Músicos arranhoenses
Quantas vezes não lhe sucede a si pensar que já conhece tudo? Sucede a qualquer um de nós! Mas a verdade é que há sempre muita coisa interessante e bonita de conhecer, ao virar da esquina duma qualquer pessoa.
Temos neste postal o exemplo duma história simples e comovedora: no início dos anos 50, um pai atento, reconhece o dom no filho e faz-lhe uma surpresa, oferece-lhe um acordeão.
Poderá parecer uma coisa trivial, mas nos anos 50 não era bem assim, os recursos em Arranhó eram modestos, e os pais eram (aparentemente) pouco dados a gestos de ternura. E eu lembro-me muito bem do pai desta história, o chamado António Assis ou Tóino Loura.
O que é certo é que o jovem António Raimundo Assis, tinha de facto um grande dom para a música, adorou a prenda recebida, e aplicou-se com afinco na aprendizagem do instrumento. E não foi uma coisa amadora, andou a estudar em Lisboa na famosa escola do professor e maestro Vitorino Buino Matono. Na sua turma de então faziam parte alguns dos que viriam a ser estrelas nacionais no acordeão.
Devemos assinalar aqui que Vitorino Matono é considerado o pai do acordeão de concerto em Portugal, tendo revolucionado o seu ensino, além de ser um compositor reconhecido. Em 2002, quando cessou funções como diretor pedagógico do Instituto de Música Vitorino Matono, recebeu um louvor público, publicado em Diário da República, onde o seu «mérito técnico e artístico» na «divulgação e valorização do acordeão nas suas vertentes popular e erudita» foi destacado.
O louvor reconheceu ainda «o prestigiado percurso na área da música» de Vitorino Matono, «que inclui a participação regular (de 1966 a 1997) no Troféu Mundial de Acordeão como membro do júri internacional, a criação de uma escola de ensino especializado da música, a didatização do ensino da música em geral e do acordeão em particular e a conquista de excelentes resultados por parte dos seus alunos em concursos internacionais de acordeão».

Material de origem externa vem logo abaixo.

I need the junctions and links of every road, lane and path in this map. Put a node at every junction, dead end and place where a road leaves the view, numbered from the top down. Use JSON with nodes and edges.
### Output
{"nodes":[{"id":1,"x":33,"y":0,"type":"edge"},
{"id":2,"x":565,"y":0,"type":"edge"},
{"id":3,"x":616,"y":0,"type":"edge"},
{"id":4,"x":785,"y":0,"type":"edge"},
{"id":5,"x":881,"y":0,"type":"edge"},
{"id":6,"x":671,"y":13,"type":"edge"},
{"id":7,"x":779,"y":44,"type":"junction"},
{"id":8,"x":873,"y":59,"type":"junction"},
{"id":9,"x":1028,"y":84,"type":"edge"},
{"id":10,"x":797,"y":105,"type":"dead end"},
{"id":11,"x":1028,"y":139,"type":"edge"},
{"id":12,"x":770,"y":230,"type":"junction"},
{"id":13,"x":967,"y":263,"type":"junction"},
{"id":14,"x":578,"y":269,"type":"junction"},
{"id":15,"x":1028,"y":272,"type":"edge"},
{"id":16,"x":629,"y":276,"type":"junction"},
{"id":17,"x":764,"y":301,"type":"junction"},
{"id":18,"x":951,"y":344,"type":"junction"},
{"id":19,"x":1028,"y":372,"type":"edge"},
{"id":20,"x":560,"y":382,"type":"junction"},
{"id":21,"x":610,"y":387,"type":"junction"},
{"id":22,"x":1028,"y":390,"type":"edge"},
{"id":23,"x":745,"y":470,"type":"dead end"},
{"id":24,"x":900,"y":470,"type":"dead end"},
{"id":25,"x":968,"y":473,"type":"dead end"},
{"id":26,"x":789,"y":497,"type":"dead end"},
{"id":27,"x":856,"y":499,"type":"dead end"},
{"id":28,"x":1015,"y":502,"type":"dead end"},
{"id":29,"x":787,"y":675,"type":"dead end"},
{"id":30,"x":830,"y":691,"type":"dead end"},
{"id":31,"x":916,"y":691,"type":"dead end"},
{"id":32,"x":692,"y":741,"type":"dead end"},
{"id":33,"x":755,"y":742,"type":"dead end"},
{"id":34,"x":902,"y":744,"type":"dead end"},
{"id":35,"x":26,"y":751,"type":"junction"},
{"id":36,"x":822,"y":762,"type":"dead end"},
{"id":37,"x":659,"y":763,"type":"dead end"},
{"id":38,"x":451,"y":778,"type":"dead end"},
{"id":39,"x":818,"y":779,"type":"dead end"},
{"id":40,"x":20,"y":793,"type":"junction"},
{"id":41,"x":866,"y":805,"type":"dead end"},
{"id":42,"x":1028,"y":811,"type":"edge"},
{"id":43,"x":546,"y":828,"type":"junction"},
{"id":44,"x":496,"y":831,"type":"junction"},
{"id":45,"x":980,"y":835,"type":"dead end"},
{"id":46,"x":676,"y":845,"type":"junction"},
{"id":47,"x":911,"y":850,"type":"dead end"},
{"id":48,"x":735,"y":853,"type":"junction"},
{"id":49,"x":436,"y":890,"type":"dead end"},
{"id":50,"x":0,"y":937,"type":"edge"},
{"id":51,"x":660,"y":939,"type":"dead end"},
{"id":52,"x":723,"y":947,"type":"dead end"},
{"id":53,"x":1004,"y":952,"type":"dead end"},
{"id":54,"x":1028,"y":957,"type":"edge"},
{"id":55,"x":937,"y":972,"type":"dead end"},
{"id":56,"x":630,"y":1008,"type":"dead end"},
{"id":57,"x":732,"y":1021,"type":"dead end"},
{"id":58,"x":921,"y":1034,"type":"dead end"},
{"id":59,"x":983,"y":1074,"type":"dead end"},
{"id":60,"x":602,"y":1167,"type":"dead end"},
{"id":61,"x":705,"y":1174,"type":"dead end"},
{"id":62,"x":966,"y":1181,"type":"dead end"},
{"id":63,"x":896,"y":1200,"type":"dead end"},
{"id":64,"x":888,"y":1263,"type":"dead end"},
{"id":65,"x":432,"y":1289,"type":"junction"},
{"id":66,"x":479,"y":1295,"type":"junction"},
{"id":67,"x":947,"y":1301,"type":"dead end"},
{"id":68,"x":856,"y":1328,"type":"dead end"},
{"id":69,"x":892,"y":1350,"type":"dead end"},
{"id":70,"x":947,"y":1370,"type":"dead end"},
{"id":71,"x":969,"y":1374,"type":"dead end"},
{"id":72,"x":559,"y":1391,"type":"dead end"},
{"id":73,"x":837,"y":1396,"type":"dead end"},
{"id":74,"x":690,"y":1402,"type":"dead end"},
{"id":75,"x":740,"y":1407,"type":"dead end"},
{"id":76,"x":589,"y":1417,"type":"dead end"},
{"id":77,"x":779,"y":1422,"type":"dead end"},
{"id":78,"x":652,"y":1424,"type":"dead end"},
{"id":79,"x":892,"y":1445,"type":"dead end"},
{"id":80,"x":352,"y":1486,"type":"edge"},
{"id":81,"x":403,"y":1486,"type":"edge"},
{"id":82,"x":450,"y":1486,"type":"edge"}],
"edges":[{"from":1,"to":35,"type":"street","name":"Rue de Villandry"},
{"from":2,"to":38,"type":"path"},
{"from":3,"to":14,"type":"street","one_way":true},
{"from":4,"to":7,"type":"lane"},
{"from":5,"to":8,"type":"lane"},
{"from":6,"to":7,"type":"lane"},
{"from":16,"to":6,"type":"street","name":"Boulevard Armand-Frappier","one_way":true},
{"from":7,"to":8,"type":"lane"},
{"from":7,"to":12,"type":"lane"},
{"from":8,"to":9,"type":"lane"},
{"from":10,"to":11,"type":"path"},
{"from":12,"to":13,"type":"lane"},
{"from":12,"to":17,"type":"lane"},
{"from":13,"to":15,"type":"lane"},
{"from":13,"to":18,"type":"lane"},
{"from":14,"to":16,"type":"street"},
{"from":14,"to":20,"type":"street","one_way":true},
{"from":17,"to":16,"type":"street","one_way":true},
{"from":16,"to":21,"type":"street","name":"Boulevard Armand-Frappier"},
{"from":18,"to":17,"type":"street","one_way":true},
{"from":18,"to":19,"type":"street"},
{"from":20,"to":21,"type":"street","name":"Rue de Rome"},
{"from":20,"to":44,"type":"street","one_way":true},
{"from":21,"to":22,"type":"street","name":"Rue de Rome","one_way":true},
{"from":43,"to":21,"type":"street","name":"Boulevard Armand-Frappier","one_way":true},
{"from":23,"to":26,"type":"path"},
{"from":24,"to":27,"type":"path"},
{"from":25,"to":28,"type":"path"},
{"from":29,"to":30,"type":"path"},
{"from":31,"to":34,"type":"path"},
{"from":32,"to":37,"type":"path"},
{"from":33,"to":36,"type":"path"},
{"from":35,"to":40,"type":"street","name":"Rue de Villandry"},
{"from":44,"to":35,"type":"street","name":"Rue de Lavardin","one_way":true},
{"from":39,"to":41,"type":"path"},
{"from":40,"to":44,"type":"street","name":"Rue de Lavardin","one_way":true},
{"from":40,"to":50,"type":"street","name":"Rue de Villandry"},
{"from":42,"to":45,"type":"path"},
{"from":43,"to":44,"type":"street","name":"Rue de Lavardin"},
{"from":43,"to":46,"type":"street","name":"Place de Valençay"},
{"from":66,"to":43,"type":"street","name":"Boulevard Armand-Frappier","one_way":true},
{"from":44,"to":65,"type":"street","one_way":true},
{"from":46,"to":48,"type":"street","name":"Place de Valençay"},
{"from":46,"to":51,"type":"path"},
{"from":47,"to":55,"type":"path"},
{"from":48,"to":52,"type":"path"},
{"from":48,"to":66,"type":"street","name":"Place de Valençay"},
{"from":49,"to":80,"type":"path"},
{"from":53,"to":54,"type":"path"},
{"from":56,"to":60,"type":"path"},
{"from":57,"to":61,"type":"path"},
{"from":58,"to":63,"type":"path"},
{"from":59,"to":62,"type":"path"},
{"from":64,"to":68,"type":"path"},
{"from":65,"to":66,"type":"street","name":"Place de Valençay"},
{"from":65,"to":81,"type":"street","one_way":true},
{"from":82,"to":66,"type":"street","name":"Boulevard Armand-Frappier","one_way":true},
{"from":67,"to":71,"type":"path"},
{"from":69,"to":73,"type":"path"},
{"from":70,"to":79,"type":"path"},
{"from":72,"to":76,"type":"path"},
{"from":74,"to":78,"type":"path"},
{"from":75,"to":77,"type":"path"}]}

Conhecido o curriculum e prestígio do professor Matono podemos melhor apreciar a importância da sua opinião sobre o valor do seu aprendiz, expressa nos cartazes de promoção que mandou fazer para lançar o seu aluno: «Abrilhantado este baile pelo jovem acordeonista António Raimundo Assis, que não obstante ter começado os seus estudos em acordeon há muito pouco tempo, irá maravilhar o povo desta localidade com músicas de difícil execução onde mostrará a grande técnica que já possui e também modernos fadinhos e canções que acompanhará cm a sua voz melodiosa.»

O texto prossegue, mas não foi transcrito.